Exercise data –
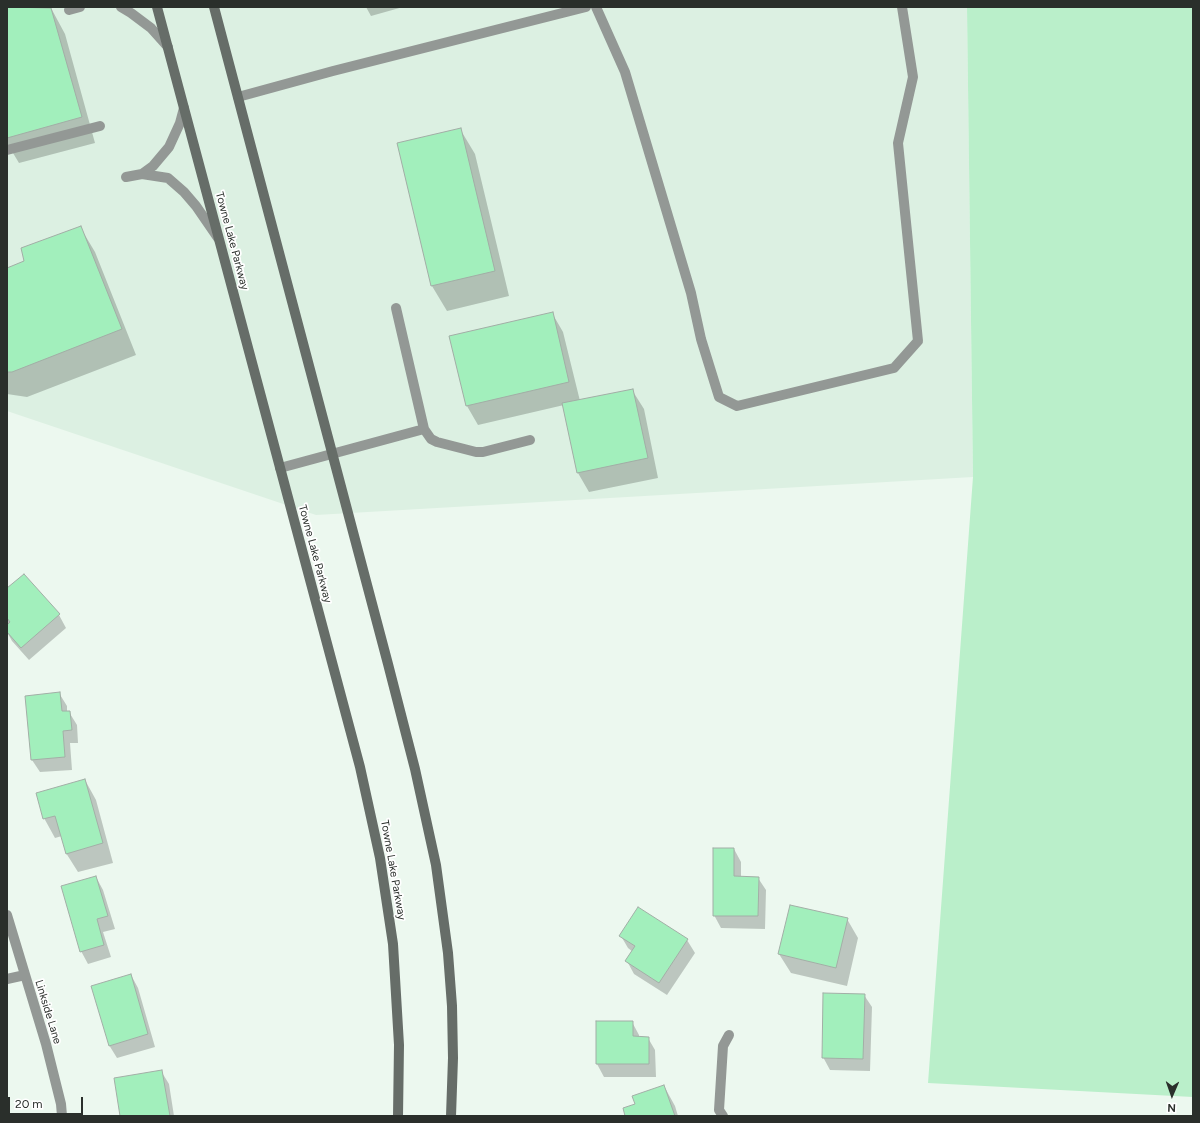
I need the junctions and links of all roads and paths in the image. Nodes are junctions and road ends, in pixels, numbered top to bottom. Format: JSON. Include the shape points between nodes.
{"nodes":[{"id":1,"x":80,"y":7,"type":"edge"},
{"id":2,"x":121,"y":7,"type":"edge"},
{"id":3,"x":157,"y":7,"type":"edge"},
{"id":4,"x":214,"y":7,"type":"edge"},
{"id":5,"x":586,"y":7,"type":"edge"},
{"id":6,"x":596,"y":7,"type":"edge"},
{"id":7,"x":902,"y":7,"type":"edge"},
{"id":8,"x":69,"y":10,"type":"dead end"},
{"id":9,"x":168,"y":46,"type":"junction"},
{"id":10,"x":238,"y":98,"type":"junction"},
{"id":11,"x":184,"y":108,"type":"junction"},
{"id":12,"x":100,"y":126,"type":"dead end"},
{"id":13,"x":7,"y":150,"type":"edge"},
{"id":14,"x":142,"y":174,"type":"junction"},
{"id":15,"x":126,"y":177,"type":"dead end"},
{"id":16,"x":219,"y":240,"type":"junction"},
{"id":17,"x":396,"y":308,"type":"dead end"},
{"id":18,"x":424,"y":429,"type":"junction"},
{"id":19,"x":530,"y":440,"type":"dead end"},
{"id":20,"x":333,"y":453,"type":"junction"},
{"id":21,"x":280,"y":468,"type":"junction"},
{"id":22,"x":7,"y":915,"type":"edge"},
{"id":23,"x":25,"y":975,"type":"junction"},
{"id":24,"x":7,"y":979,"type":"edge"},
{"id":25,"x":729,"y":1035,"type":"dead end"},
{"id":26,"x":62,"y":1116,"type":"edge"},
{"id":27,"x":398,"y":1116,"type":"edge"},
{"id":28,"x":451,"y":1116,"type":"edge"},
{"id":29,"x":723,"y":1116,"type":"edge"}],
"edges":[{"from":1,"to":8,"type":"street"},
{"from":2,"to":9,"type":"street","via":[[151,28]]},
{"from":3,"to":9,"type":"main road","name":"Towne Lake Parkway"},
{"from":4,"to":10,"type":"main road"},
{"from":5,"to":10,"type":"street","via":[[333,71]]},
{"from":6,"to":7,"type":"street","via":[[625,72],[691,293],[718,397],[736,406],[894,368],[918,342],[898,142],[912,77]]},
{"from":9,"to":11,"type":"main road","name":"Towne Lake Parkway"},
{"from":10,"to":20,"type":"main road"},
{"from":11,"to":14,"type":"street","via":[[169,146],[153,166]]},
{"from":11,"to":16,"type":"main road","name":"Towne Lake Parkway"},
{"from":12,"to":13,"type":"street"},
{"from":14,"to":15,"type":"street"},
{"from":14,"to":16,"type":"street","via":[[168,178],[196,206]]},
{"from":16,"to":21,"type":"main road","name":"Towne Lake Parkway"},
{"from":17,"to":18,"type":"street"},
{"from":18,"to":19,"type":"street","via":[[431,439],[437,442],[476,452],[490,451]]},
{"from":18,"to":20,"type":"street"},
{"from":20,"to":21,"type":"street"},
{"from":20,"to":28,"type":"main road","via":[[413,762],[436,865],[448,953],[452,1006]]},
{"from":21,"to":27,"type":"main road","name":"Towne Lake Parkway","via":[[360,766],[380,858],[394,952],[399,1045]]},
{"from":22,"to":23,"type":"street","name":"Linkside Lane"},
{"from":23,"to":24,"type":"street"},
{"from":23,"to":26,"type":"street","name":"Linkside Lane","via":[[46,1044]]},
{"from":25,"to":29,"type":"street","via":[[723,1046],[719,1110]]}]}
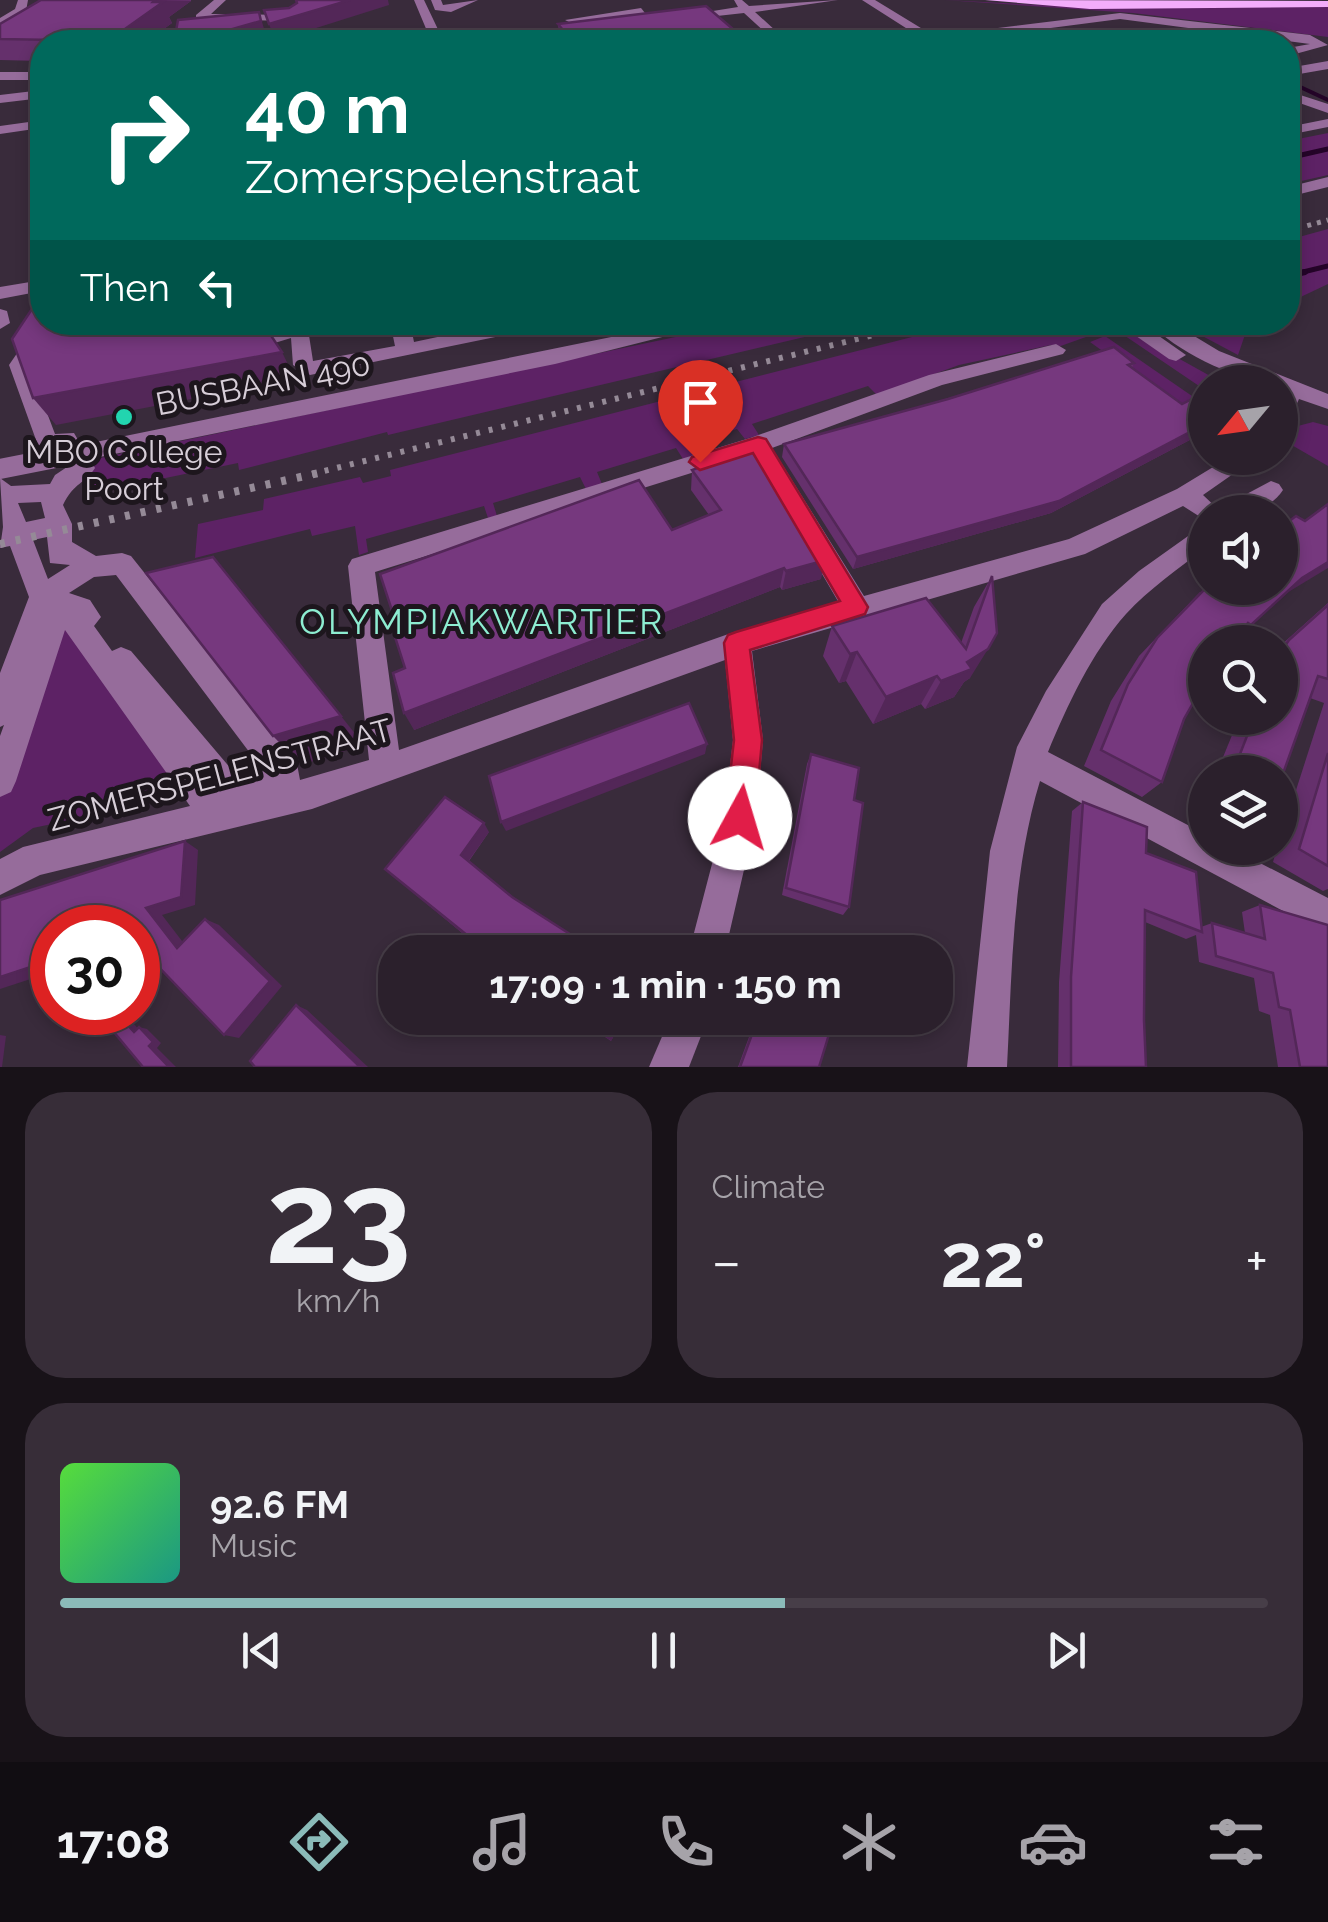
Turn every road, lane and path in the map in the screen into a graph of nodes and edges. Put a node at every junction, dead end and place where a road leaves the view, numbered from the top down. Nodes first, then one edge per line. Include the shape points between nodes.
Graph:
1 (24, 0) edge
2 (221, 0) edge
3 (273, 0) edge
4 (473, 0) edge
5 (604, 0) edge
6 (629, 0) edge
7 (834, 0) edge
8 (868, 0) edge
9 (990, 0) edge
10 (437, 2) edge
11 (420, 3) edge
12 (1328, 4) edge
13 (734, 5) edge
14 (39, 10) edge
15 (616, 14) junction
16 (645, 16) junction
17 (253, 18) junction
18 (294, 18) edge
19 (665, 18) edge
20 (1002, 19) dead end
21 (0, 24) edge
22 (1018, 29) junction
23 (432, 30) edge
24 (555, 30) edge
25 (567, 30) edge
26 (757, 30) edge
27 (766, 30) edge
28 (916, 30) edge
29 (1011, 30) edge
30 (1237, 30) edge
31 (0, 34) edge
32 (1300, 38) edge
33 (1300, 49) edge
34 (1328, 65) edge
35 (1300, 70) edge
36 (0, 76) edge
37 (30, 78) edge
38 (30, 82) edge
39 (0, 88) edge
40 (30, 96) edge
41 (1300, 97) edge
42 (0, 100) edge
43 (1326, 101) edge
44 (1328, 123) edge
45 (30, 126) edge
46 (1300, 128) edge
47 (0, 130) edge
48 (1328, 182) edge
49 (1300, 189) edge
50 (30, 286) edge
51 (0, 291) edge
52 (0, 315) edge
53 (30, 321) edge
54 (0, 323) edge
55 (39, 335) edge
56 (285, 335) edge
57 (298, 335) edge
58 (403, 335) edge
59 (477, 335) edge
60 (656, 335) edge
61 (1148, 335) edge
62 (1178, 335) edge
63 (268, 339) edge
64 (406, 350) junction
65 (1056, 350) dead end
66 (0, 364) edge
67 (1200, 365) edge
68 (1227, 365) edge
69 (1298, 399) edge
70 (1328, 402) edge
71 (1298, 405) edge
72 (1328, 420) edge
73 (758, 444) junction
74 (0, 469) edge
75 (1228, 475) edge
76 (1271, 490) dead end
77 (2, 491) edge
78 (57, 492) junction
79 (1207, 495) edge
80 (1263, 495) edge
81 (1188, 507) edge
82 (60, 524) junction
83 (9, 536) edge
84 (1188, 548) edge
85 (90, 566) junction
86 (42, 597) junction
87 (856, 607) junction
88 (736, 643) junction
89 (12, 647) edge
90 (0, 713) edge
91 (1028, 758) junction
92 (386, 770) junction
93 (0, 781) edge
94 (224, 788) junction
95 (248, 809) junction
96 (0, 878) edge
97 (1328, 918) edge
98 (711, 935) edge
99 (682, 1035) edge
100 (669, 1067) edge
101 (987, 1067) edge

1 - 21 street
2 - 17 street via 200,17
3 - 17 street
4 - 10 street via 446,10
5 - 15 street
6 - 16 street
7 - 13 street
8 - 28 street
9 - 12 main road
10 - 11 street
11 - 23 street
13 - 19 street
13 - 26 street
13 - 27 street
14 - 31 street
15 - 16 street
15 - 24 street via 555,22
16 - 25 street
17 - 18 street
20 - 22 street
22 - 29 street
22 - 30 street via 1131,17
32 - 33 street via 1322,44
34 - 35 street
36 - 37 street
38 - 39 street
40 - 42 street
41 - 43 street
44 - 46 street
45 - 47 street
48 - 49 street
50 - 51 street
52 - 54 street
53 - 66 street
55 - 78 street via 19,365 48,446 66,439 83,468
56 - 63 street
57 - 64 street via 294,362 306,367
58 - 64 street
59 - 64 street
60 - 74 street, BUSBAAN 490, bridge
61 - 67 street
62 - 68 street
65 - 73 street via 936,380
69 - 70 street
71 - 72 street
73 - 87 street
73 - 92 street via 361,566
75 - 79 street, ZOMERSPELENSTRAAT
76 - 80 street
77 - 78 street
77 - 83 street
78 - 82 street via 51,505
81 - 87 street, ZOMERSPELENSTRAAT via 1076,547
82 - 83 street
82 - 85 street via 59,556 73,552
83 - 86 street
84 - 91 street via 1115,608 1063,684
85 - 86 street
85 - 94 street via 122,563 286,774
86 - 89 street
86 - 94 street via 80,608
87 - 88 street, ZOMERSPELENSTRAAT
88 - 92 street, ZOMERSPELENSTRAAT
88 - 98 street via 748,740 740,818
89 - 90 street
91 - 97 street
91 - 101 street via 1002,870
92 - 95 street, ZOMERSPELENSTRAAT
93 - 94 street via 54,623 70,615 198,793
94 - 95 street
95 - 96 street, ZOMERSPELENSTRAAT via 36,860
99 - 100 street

--

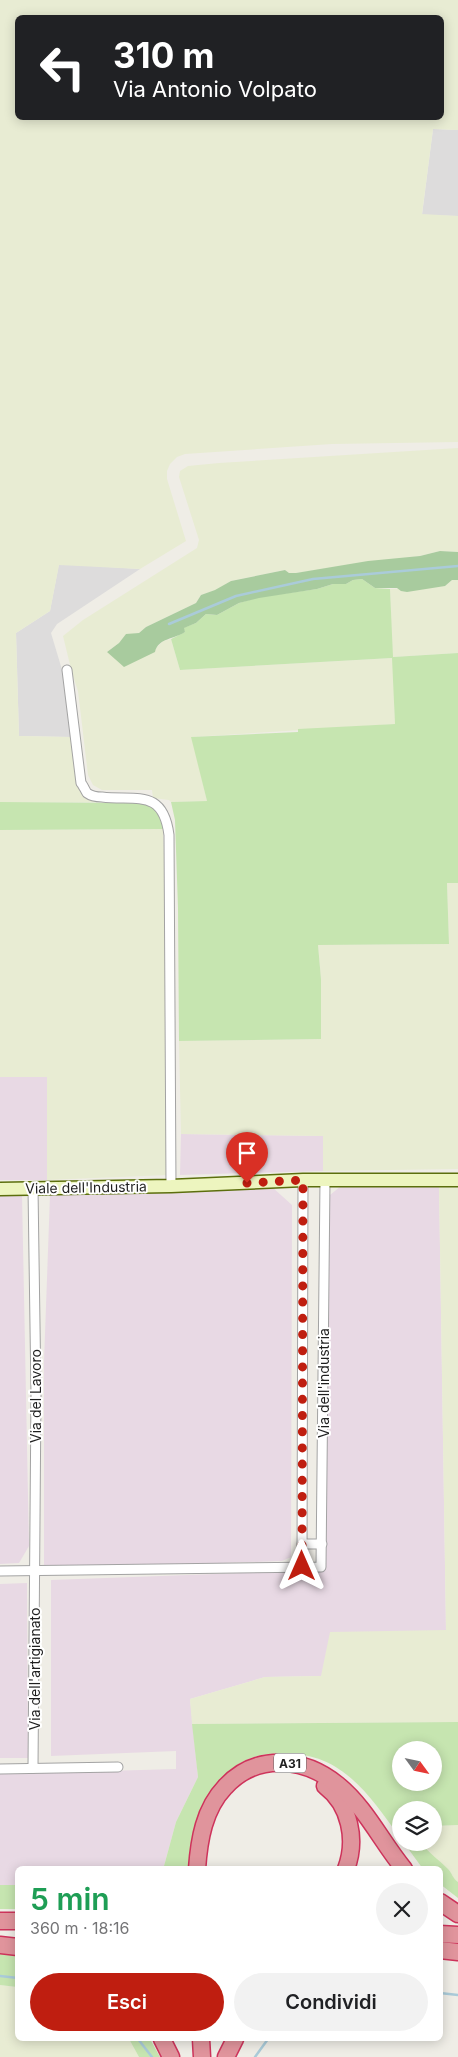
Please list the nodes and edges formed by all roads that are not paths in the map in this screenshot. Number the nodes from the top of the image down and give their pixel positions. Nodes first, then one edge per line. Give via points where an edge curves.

Problem to solve – In the records above, how many lines include the string "first"? Answer with only the number.

Reply to the exercise – 2